Collected data:
%%
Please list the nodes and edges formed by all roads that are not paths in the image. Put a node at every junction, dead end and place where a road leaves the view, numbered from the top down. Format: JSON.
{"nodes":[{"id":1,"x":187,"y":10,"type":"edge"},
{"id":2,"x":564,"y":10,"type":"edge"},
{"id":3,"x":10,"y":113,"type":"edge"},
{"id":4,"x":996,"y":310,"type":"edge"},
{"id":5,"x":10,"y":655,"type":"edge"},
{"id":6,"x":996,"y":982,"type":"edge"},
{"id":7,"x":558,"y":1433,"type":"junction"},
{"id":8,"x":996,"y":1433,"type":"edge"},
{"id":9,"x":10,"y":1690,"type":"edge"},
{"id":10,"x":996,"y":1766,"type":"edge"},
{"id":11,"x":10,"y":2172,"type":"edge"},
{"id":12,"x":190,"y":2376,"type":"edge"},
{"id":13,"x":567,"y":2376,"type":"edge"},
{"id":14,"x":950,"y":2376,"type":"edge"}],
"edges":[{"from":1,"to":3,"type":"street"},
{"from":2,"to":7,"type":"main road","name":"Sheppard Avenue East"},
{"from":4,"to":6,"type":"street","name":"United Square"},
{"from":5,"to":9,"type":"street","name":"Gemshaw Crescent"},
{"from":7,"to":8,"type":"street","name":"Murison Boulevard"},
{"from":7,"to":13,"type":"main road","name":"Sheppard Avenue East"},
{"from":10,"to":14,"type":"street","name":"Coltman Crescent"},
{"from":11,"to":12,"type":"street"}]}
%%
%%
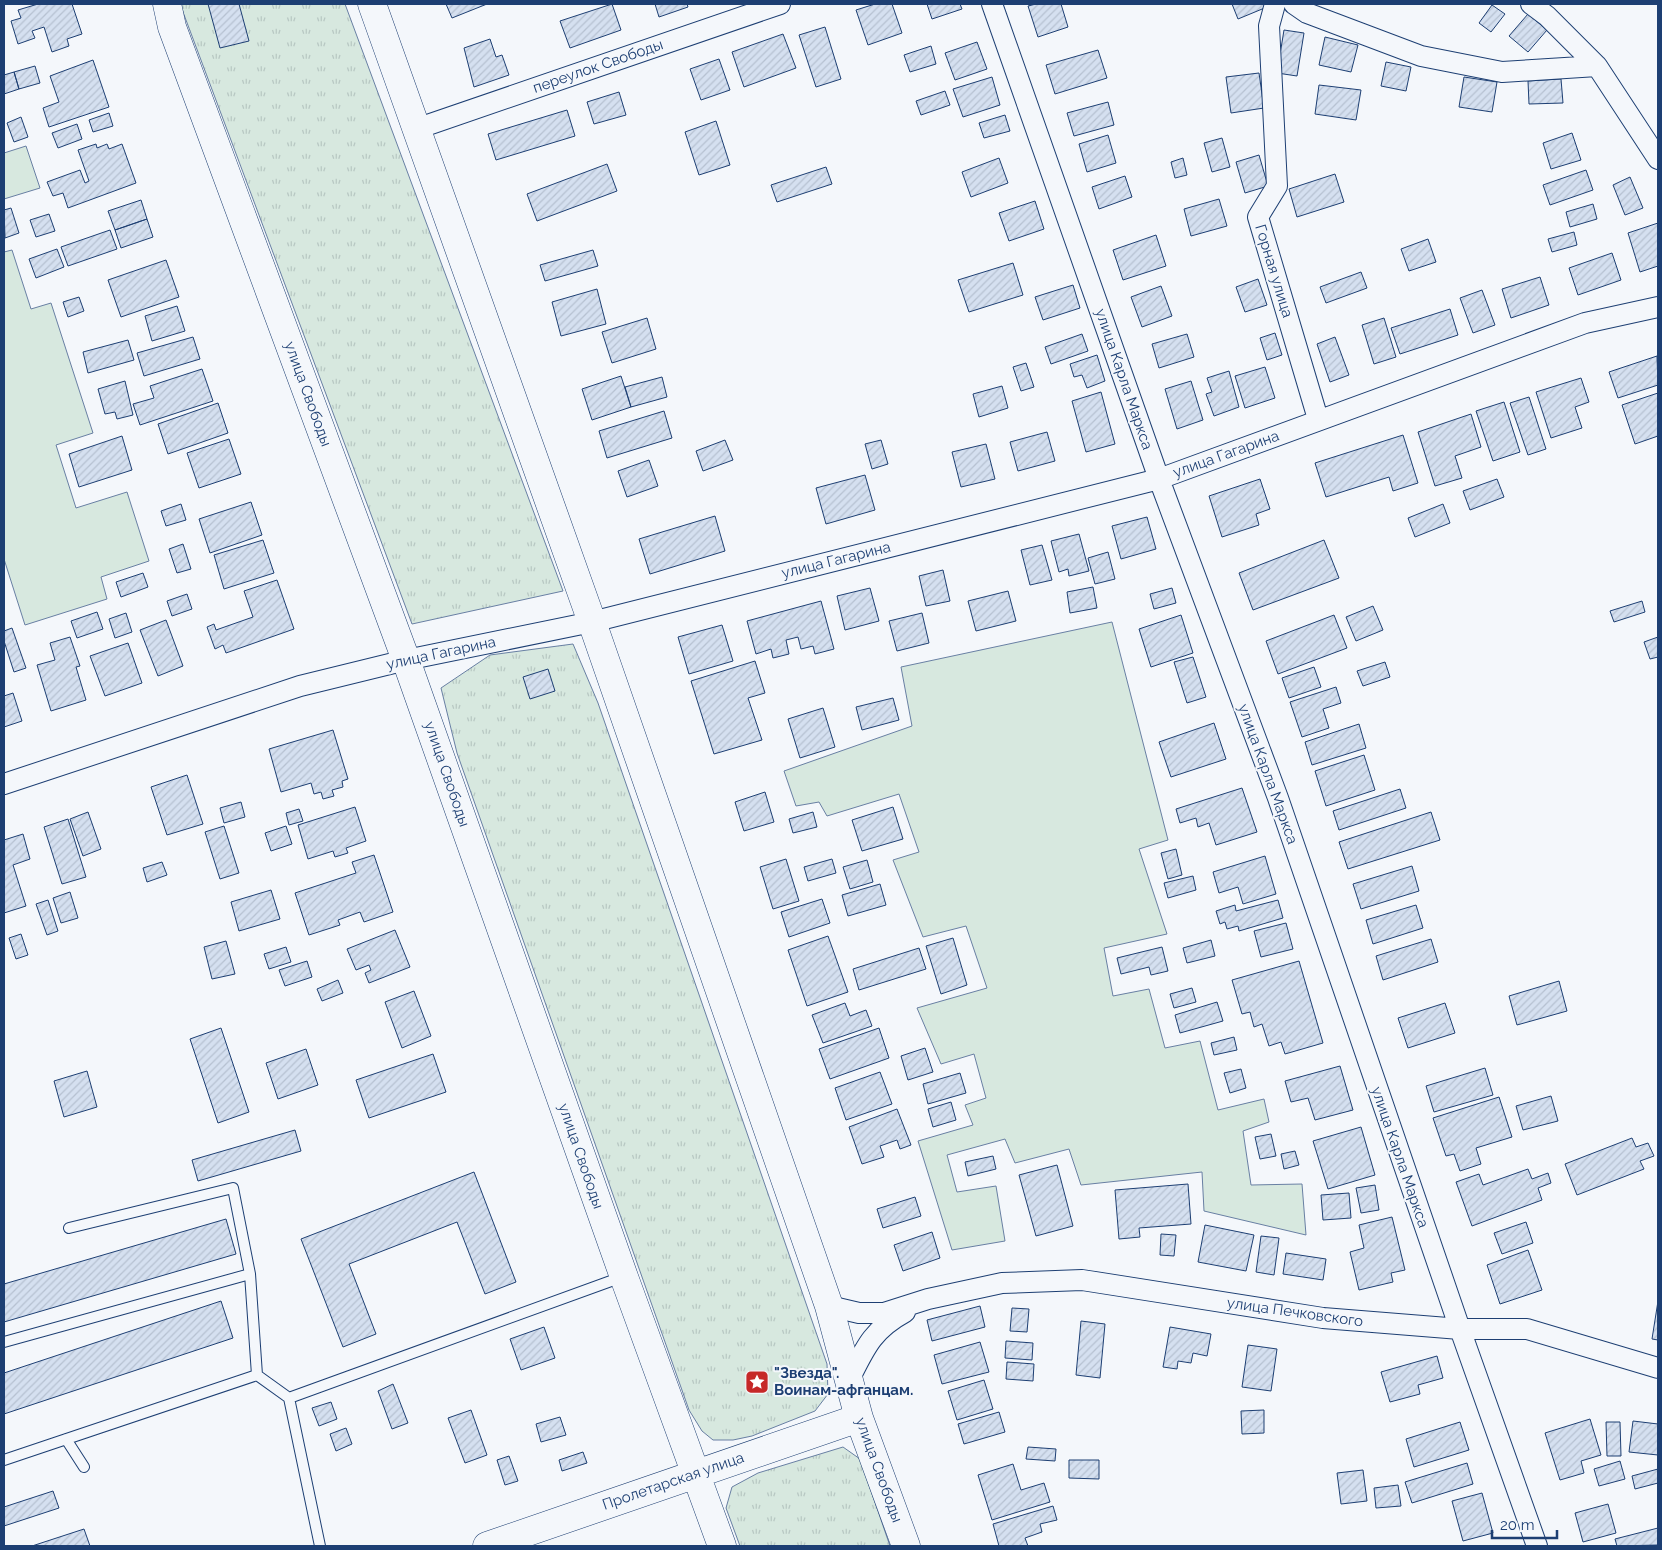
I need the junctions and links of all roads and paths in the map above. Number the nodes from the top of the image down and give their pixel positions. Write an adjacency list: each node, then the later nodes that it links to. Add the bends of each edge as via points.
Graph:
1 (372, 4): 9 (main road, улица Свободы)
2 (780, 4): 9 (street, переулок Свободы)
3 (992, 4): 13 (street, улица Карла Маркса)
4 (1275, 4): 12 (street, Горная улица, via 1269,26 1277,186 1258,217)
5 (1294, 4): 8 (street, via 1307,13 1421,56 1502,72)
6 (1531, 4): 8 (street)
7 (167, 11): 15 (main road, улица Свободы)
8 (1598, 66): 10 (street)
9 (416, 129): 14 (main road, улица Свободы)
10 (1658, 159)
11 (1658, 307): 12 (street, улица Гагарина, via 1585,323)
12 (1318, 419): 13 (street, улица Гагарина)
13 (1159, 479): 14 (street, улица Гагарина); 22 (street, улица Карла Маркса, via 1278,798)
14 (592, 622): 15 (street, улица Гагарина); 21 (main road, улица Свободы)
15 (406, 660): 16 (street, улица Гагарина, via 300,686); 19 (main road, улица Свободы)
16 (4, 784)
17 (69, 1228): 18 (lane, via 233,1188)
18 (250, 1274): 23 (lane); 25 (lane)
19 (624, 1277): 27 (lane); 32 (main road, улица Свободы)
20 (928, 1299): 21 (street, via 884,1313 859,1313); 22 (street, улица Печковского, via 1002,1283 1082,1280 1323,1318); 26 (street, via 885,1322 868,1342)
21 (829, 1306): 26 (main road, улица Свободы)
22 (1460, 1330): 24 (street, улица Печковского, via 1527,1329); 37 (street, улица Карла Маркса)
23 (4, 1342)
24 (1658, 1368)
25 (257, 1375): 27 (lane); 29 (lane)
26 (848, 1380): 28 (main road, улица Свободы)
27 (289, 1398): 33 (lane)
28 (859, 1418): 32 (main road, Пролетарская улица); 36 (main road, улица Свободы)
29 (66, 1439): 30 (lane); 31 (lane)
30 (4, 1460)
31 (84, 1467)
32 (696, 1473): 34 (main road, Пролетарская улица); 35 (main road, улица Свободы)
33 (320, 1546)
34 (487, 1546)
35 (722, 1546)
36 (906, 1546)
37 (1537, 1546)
%%
%%
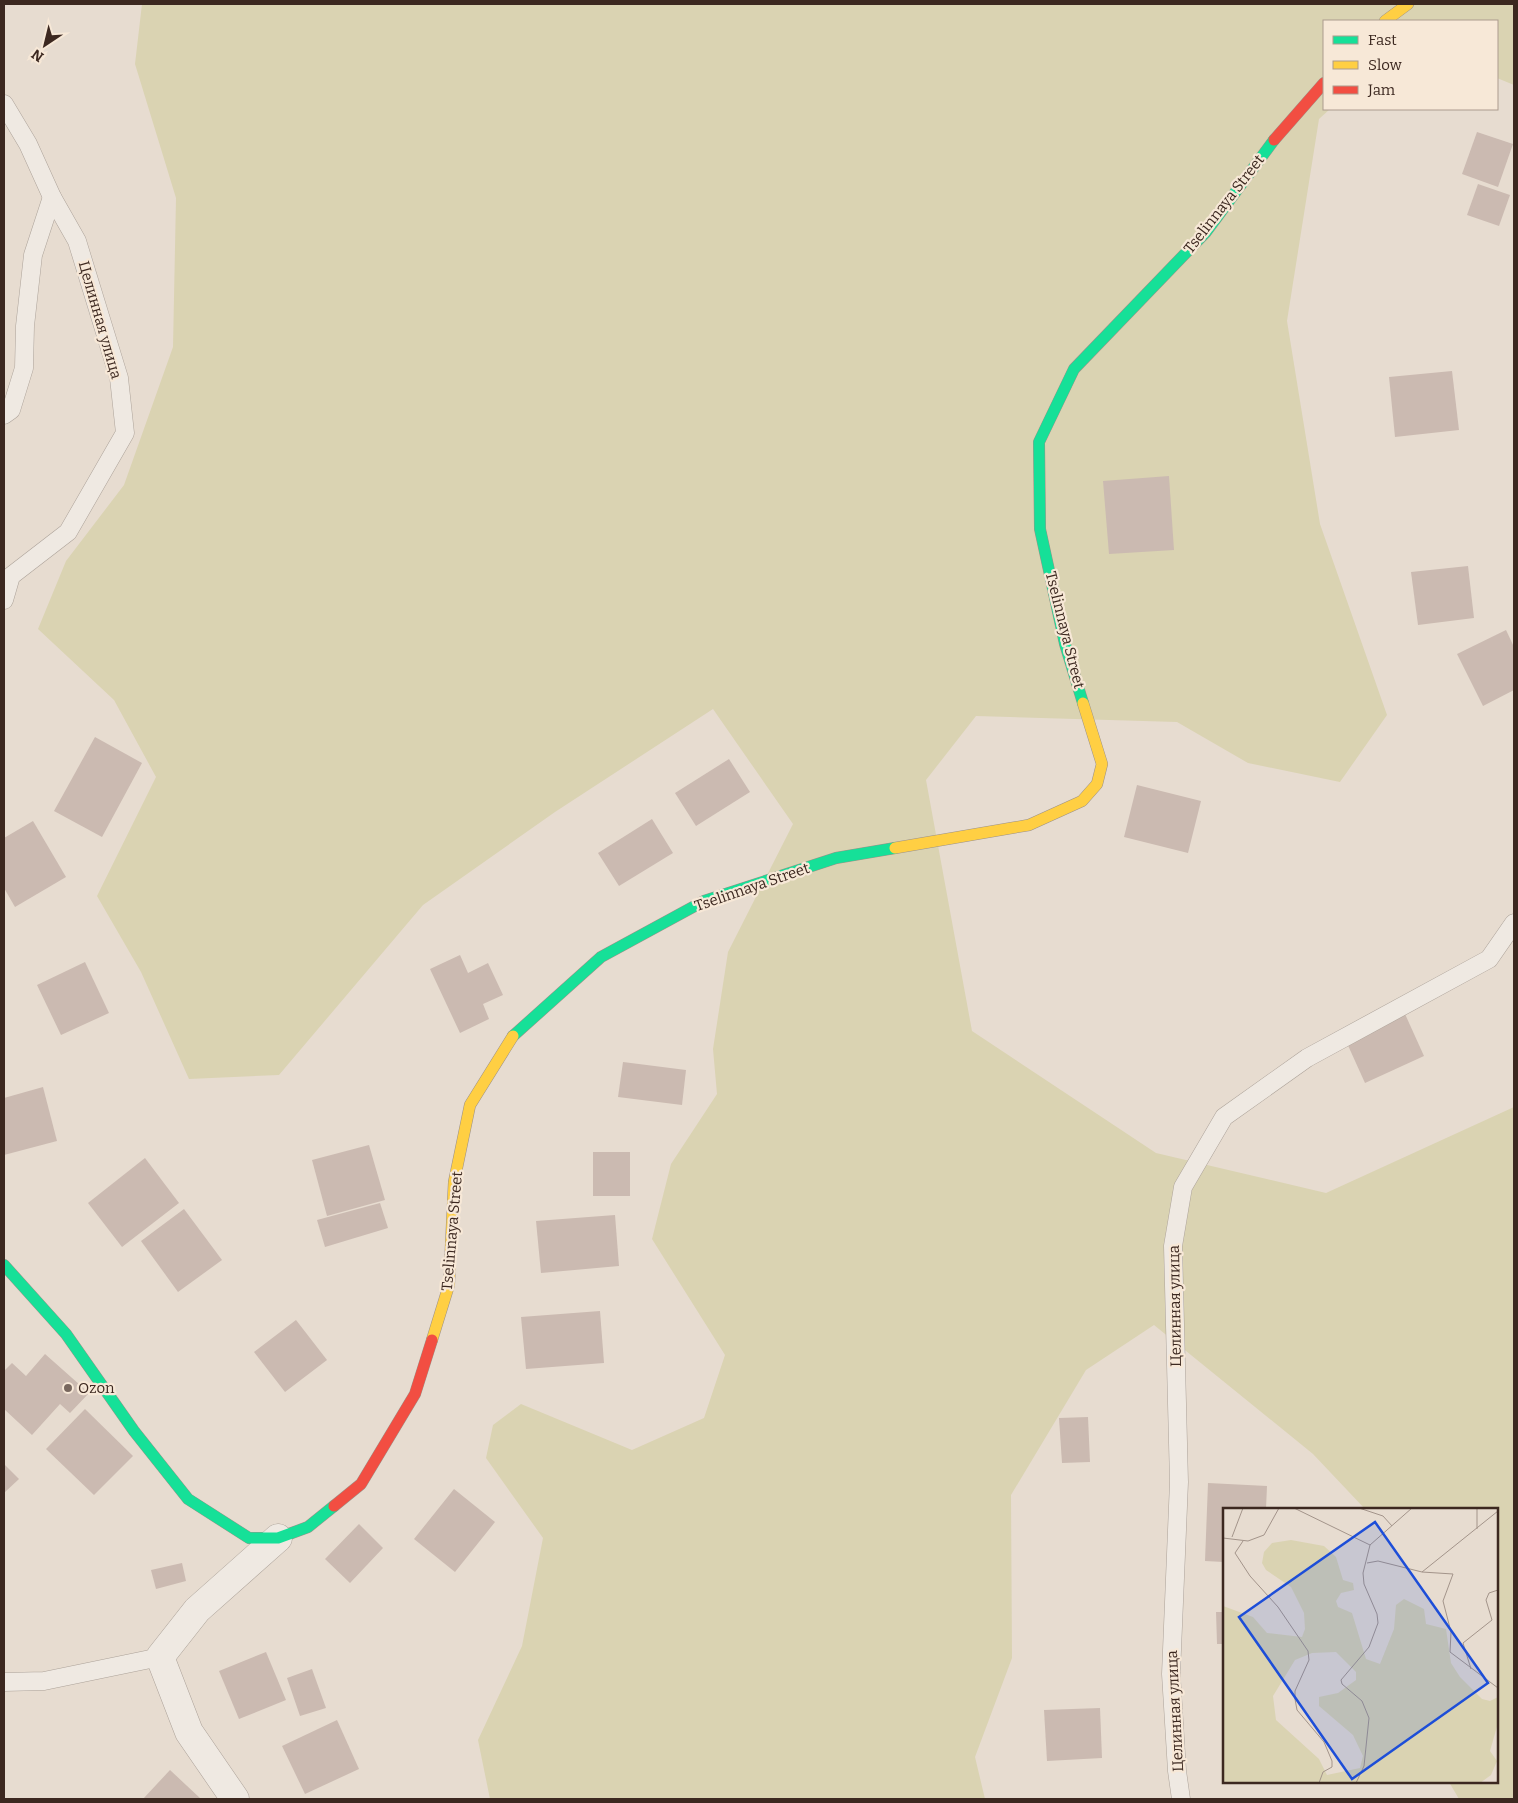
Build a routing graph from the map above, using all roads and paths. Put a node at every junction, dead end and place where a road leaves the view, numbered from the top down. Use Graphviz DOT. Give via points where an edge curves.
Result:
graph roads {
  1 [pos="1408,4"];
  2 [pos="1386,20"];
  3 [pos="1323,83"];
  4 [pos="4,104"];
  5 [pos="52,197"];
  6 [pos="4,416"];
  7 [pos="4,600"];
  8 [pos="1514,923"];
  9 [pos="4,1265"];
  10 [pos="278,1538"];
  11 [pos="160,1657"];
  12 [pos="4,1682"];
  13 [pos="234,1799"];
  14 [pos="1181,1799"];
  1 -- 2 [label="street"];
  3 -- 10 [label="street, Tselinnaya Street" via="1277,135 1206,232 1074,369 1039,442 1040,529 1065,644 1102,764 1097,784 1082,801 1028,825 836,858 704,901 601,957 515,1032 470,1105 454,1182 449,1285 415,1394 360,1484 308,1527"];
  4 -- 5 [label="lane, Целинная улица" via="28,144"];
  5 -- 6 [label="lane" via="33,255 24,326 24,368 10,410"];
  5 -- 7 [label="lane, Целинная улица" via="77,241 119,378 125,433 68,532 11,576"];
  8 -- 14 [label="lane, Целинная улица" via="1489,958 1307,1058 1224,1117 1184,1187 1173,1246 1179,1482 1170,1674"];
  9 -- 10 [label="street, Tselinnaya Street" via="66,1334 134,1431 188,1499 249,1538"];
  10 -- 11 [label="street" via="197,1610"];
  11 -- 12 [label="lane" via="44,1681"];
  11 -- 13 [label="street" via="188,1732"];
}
%%
Only the lines that hold the word "above" are wanted; each should be pulled from the records.

> EXERCISE RESPONSE:
I need the junctions and links of all roads and paths in the map above. Number the nodes from the top of the image down and give their pixel positions. Write an adjacency list: each node, then the later nodes that it links to. Add the bends of each edge as via points.
Build a routing graph from the map above, using all roads and paths. Put a node at every junction, dead end and place where a road leaves the view, numbered from the top down. Use Graphviz DOT. Give via points where an edge curves.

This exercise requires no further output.